**WORK REQUIRED:**
Give back a single figure: the number of lines in the entries below that contain "place".

Dataset entries
- - - -

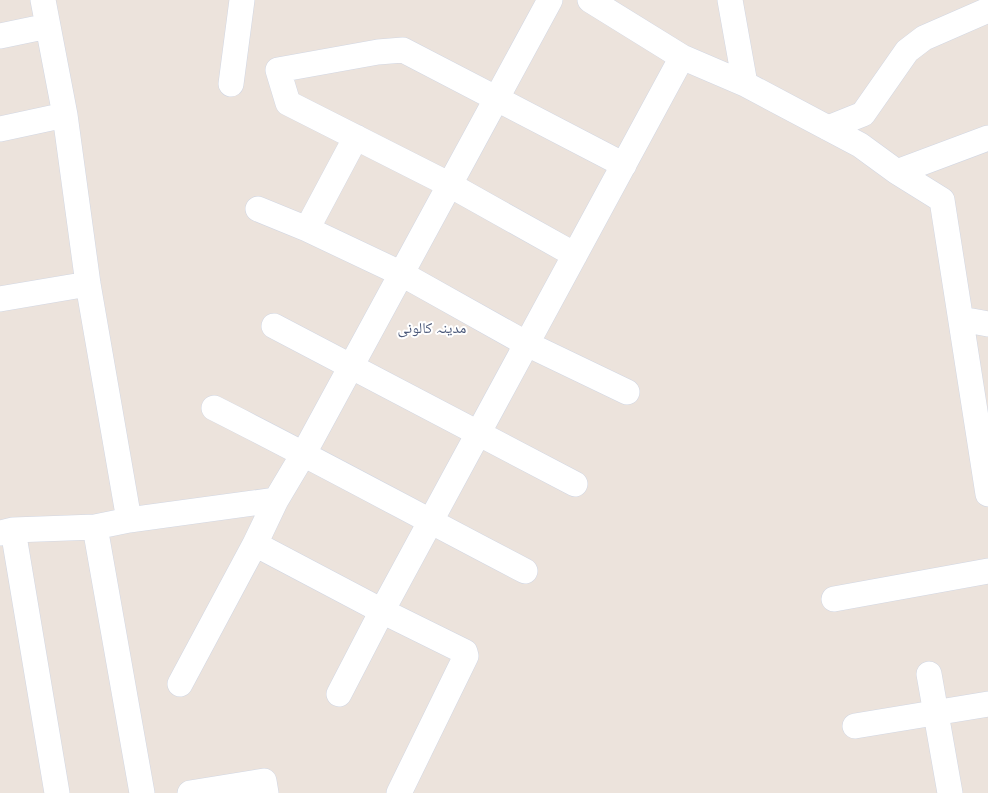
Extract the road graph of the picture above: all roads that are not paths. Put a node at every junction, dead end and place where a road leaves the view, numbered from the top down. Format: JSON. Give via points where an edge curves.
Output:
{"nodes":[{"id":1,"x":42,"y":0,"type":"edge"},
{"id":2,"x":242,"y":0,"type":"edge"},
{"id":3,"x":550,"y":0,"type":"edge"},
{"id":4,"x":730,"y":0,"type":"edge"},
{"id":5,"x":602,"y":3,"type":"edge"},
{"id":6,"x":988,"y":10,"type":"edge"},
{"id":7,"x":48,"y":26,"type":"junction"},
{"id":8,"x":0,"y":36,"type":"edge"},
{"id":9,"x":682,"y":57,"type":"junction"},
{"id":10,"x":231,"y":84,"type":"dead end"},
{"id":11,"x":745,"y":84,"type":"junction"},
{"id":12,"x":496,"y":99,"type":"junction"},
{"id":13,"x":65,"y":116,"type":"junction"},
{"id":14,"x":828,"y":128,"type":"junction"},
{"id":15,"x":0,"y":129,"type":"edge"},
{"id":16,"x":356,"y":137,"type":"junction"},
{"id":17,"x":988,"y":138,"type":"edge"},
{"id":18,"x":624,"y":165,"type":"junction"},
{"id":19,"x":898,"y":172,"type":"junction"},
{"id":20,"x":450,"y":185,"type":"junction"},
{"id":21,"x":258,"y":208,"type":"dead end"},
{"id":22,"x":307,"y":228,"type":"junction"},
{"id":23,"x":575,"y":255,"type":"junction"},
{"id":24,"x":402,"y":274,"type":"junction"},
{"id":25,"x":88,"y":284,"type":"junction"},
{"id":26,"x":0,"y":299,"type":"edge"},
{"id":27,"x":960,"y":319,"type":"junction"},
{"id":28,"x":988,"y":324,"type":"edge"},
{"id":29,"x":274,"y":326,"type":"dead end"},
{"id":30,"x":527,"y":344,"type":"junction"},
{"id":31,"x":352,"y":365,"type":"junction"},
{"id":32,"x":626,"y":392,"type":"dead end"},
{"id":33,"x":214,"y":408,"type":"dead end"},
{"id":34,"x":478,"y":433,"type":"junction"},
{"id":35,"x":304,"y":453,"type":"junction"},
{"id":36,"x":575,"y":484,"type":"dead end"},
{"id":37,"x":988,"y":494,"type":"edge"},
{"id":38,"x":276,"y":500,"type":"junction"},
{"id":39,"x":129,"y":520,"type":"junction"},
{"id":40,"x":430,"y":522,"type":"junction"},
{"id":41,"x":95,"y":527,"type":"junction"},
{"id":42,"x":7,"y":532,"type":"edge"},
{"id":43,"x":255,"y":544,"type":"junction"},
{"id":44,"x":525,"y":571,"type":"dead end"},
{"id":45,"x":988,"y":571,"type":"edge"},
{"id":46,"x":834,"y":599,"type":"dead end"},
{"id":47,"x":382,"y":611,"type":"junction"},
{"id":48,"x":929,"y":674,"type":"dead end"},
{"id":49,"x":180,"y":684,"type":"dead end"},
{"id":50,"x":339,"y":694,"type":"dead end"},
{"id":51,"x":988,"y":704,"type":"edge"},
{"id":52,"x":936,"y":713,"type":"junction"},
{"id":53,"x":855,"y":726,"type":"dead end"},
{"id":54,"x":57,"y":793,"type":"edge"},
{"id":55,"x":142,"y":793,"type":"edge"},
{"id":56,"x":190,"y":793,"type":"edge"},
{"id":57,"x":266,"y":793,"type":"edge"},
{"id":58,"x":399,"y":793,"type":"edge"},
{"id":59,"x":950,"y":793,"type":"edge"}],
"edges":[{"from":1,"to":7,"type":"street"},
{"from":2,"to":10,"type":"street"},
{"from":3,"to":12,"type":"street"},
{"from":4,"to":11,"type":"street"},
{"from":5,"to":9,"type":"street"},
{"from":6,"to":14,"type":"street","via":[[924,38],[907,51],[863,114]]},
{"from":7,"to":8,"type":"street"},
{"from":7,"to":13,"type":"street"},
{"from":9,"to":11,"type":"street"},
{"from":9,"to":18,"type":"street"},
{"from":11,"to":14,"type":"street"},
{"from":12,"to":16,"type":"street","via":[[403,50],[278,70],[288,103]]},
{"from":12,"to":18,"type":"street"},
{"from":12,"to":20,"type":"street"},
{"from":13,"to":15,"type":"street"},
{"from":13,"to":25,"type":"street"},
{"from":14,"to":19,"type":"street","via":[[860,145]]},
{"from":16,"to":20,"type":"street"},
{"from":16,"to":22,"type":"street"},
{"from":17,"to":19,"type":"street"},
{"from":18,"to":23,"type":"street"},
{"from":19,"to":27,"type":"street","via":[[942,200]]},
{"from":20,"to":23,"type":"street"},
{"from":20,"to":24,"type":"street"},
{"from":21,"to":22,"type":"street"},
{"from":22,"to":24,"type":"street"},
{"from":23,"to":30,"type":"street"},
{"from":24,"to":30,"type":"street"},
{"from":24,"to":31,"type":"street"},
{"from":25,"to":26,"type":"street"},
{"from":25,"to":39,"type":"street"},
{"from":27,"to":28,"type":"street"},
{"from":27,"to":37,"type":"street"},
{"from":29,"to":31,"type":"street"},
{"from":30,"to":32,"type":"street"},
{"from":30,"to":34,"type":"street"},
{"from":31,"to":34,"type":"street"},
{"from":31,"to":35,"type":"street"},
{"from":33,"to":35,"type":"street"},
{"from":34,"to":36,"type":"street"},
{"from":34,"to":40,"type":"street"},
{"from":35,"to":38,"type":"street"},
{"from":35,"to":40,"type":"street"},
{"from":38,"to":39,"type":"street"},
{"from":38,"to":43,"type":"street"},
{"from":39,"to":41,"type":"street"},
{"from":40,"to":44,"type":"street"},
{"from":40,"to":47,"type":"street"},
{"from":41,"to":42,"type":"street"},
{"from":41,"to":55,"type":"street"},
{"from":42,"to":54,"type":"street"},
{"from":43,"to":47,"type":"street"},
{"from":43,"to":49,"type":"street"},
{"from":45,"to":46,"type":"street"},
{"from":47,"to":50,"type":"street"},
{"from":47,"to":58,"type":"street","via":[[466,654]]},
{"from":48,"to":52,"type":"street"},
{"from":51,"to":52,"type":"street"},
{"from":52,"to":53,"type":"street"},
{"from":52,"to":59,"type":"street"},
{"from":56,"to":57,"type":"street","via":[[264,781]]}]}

- - - -

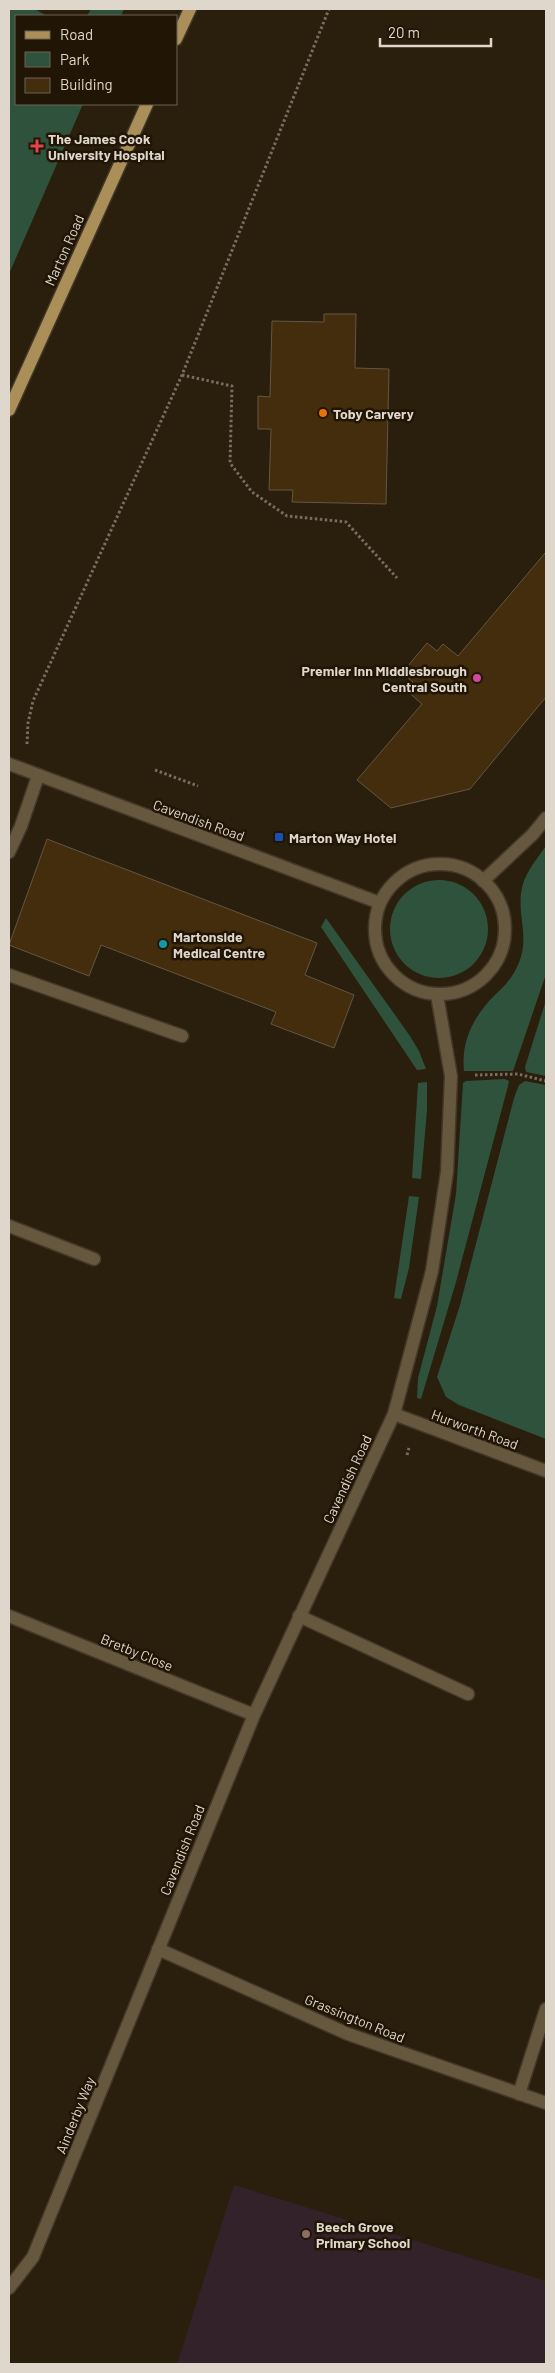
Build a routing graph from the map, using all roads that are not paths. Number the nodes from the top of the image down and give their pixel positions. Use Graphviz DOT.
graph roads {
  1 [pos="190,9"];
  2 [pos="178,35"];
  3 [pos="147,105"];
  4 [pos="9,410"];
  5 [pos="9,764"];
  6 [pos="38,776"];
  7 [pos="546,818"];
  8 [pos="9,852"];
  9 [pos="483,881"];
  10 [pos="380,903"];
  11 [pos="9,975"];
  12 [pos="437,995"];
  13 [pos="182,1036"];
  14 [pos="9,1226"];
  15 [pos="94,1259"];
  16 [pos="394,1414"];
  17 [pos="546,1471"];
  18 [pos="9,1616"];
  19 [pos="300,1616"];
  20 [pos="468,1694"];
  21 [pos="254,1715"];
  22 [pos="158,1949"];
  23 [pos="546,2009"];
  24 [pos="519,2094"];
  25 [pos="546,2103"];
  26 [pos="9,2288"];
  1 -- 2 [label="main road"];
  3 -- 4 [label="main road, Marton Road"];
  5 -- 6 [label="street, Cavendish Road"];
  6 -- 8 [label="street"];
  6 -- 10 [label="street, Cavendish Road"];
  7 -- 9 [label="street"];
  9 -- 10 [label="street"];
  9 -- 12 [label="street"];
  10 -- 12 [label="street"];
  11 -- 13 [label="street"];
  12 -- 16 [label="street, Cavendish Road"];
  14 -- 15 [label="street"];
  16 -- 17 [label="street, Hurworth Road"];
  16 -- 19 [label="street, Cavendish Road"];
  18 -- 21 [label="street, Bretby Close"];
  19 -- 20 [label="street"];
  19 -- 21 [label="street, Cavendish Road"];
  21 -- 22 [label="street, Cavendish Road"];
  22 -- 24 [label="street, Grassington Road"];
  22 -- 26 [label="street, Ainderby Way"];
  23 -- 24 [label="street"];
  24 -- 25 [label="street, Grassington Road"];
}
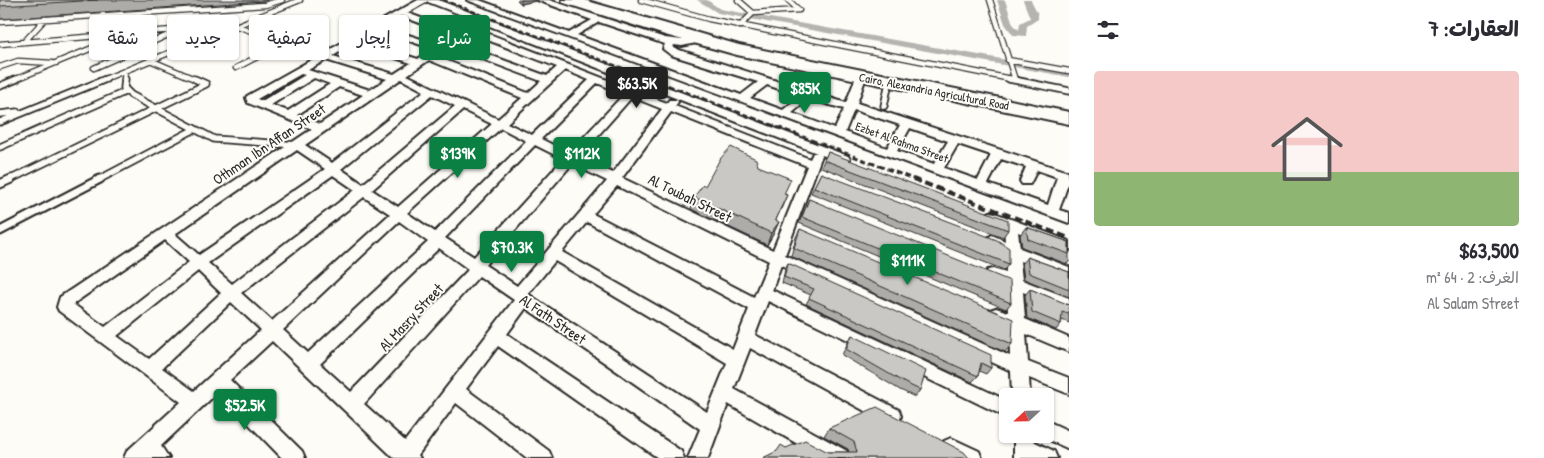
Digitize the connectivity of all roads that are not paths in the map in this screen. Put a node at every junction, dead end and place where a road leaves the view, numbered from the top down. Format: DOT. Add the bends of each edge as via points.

- - - -

**SOLUTION:**
2